EXERCISE -
Only one number is wanted here: how many lines of the data hold "Hayath".

RECORDS PROVIDED -

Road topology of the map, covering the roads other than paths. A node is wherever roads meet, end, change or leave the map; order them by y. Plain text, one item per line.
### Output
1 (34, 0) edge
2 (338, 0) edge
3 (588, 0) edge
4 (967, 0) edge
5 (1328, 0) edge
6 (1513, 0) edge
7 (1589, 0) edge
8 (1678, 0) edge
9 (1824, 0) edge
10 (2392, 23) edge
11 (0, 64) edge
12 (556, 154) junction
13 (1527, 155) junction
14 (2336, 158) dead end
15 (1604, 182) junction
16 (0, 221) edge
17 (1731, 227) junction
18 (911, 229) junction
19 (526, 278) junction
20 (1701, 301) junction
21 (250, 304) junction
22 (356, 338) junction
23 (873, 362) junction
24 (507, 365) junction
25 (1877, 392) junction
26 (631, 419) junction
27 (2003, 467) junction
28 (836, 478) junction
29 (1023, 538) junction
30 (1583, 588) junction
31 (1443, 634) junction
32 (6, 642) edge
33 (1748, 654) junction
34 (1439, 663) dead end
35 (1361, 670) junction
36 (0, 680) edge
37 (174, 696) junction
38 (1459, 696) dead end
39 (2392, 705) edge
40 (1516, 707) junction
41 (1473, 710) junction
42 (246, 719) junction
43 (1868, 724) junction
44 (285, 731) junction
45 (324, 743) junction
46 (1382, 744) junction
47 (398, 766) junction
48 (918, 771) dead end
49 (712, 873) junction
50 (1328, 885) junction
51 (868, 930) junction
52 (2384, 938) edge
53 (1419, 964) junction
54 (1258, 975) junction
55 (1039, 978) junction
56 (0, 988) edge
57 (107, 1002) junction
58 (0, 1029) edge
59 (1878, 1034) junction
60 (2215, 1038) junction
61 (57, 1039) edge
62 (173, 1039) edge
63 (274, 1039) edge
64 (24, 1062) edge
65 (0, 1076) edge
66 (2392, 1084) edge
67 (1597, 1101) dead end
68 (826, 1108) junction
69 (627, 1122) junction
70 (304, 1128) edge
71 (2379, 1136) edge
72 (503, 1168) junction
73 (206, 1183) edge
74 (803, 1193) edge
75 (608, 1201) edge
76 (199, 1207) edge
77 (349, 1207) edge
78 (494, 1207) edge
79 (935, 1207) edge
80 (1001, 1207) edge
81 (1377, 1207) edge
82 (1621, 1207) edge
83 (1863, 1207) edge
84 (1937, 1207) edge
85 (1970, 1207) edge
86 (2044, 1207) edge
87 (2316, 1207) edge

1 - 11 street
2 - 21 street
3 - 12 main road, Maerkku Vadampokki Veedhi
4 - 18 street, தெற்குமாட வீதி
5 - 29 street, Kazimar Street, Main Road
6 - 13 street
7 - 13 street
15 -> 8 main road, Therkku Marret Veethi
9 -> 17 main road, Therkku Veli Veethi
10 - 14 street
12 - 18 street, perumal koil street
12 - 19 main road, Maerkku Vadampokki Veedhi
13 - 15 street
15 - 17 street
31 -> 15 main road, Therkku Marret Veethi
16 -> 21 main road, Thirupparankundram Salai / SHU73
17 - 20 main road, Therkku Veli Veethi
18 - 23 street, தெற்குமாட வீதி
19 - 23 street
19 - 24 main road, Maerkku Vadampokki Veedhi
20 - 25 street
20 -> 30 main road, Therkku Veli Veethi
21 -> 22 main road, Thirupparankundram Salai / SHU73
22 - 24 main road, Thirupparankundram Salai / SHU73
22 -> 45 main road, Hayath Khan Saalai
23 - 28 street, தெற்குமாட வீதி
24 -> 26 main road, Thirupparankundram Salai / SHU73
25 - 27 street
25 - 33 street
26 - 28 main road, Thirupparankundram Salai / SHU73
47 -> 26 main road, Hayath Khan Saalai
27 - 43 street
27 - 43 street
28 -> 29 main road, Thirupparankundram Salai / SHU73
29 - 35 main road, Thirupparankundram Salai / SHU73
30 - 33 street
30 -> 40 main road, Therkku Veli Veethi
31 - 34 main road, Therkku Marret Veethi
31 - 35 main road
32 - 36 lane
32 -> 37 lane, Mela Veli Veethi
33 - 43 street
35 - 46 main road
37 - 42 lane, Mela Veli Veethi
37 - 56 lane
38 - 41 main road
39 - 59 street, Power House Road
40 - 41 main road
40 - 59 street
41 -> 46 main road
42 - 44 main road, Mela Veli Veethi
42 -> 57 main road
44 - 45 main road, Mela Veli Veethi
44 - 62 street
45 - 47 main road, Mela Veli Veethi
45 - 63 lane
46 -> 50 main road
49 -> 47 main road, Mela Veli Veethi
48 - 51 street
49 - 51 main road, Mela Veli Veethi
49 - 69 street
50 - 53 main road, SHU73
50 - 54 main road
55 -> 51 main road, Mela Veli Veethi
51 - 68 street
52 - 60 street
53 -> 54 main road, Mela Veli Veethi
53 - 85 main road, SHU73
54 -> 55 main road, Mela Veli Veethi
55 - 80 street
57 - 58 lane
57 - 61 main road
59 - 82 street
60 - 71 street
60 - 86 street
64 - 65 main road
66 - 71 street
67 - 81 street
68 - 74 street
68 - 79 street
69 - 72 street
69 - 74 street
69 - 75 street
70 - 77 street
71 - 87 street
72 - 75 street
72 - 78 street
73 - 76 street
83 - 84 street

EXERCISE ANSWER -
2